(Source records)

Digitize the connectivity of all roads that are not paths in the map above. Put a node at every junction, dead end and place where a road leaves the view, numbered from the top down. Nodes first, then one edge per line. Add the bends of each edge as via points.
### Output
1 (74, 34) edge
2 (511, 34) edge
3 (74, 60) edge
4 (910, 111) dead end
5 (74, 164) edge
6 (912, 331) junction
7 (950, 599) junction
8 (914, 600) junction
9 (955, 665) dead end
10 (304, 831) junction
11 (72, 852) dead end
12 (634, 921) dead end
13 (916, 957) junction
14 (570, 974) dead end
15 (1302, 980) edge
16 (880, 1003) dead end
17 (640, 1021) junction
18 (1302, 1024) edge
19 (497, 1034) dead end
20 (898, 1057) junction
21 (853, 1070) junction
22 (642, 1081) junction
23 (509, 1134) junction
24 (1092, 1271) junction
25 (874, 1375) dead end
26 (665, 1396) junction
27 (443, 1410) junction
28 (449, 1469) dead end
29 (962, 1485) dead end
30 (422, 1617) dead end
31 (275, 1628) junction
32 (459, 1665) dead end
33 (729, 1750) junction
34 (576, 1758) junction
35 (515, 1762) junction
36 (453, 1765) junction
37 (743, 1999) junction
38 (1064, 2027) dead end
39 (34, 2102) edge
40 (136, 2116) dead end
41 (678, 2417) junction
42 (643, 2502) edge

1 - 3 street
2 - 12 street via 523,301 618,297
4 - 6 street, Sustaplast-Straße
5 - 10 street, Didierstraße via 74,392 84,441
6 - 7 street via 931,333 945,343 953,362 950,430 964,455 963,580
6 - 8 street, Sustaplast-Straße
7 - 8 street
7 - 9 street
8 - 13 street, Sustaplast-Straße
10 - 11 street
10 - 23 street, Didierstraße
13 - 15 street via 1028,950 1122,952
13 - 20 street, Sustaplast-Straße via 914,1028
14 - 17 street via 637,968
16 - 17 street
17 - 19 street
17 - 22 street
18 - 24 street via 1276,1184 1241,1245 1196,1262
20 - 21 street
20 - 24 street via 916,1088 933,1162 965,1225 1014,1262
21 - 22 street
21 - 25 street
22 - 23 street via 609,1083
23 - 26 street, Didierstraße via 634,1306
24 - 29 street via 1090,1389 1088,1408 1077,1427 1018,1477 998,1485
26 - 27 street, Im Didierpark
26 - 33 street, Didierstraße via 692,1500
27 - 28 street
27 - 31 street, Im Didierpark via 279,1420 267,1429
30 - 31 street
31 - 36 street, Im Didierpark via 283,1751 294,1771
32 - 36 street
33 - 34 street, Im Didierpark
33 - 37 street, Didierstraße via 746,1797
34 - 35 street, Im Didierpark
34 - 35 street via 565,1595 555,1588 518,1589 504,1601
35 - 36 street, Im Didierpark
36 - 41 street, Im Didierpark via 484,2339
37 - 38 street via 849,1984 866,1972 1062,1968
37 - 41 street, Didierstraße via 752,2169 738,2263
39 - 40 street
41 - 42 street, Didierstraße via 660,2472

** The problem **
Return the lines above exactly, keeping every word.

** Task result **
Digitize the connectivity of all roads that are not paths in the map above. Put a node at every junction, dead end and place where a road leaves the view, numbered from the top down. Nodes first, then one edge per line. Add the bends of each edge as via points.
### Output
1 (74, 34) edge
2 (511, 34) edge
3 (74, 60) edge
4 (910, 111) dead end
5 (74, 164) edge
6 (912, 331) junction
7 (950, 599) junction
8 (914, 600) junction
9 (955, 665) dead end
10 (304, 831) junction
11 (72, 852) dead end
12 (634, 921) dead end
13 (916, 957) junction
14 (570, 974) dead end
15 (1302, 980) edge
16 (880, 1003) dead end
17 (640, 1021) junction
18 (1302, 1024) edge
19 (497, 1034) dead end
20 (898, 1057) junction
21 (853, 1070) junction
22 (642, 1081) junction
23 (509, 1134) junction
24 (1092, 1271) junction
25 (874, 1375) dead end
26 (665, 1396) junction
27 (443, 1410) junction
28 (449, 1469) dead end
29 (962, 1485) dead end
30 (422, 1617) dead end
31 (275, 1628) junction
32 (459, 1665) dead end
33 (729, 1750) junction
34 (576, 1758) junction
35 (515, 1762) junction
36 (453, 1765) junction
37 (743, 1999) junction
38 (1064, 2027) dead end
39 (34, 2102) edge
40 (136, 2116) dead end
41 (678, 2417) junction
42 (643, 2502) edge

1 - 3 street
2 - 12 street via 523,301 618,297
4 - 6 street, Sustaplast-Straße
5 - 10 street, Didierstraße via 74,392 84,441
6 - 7 street via 931,333 945,343 953,362 950,430 964,455 963,580
6 - 8 street, Sustaplast-Straße
7 - 8 street
7 - 9 street
8 - 13 street, Sustaplast-Straße
10 - 11 street
10 - 23 street, Didierstraße
13 - 15 street via 1028,950 1122,952
13 - 20 street, Sustaplast-Straße via 914,1028
14 - 17 street via 637,968
16 - 17 street
17 - 19 street
17 - 22 street
18 - 24 street via 1276,1184 1241,1245 1196,1262
20 - 21 street
20 - 24 street via 916,1088 933,1162 965,1225 1014,1262
21 - 22 street
21 - 25 street
22 - 23 street via 609,1083
23 - 26 street, Didierstraße via 634,1306
24 - 29 street via 1090,1389 1088,1408 1077,1427 1018,1477 998,1485
26 - 27 street, Im Didierpark
26 - 33 street, Didierstraße via 692,1500
27 - 28 street
27 - 31 street, Im Didierpark via 279,1420 267,1429
30 - 31 street
31 - 36 street, Im Didierpark via 283,1751 294,1771
32 - 36 street
33 - 34 street, Im Didierpark
33 - 37 street, Didierstraße via 746,1797
34 - 35 street, Im Didierpark
34 - 35 street via 565,1595 555,1588 518,1589 504,1601
35 - 36 street, Im Didierpark
36 - 41 street, Im Didierpark via 484,2339
37 - 38 street via 849,1984 866,1972 1062,1968
37 - 41 street, Didierstraße via 752,2169 738,2263
39 - 40 street
41 - 42 street, Didierstraße via 660,2472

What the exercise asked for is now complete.